In December of 2010, the Obama administration proposed limiting GE alfalfa to restricted planting zones to prevent contamination. The EIS was completed by USDA in 2011 and found that GE alfalfa, unless restricted, would contaminate natural alfalfa, cause the loss of U.S. export markets, dramatically increase pesticide use, and drive the rise of Roundup-resistant superweeds.
Despite this overwhelming evidence of harm, in 2011 USDA announced plans to fully deregulate GE alfalfa. The announcement came after U.S. Agriculture Secretary Vilsack signaled that he wished to seek a middle ground regarding the crop, exclaiming that organic, conventional, and GE farmers could coexist. After a series of meetings and discussions among stakeholders, the agency’s final decision infuriated organic farmers and environmentalists, who felt the agency ignored their concerns. The concerns were expressed in a 2011 open letter to USDA.
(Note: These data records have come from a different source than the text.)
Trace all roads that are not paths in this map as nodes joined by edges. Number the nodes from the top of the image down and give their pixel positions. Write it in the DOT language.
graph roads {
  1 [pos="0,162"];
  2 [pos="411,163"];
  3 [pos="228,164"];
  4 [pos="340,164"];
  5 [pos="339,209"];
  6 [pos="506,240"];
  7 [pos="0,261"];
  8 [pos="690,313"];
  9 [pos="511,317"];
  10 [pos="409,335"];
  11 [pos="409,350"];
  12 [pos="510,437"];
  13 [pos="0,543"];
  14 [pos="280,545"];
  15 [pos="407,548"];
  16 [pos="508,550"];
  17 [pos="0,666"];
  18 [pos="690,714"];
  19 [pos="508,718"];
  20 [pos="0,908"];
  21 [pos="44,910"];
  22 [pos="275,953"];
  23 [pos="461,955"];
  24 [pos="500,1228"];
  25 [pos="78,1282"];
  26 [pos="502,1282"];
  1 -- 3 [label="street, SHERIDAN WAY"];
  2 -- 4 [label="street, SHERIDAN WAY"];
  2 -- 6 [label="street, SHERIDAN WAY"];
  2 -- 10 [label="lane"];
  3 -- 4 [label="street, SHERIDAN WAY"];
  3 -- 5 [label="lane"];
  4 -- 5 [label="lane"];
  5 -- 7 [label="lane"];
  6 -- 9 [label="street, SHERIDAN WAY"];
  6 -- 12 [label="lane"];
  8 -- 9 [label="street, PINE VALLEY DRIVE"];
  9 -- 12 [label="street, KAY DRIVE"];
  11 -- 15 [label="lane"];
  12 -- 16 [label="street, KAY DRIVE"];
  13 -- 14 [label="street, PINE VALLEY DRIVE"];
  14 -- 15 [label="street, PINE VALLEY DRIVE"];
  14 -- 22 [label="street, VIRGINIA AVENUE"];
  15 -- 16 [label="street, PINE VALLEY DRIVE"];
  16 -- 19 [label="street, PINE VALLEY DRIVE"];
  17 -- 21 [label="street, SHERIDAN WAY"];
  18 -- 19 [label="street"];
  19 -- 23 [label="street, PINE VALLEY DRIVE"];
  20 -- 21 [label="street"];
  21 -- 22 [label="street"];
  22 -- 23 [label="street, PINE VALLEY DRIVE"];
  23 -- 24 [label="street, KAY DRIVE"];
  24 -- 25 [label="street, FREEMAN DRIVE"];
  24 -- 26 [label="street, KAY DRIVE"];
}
Beyond Pesticides, along with other environmental and farming organizations, filed a suit in March of 2011 challenging the agency’s deregulation of the GE alfalfa. The suit, Center for Food Safety, et al., v. Vilsack, et al., argued that the agency’s deregulation of the Roundup Ready alfalfa is unlawful, and tried to prevent any further planting of the engineered crop. However, in 2012, a U.S. District Judge in San Francisco issued a ruling finding that USDA’s decision to deregulate GE alfalfa was not unlawful.
All unattributed positions and opinions in this piece are those of Beyond Pesticides.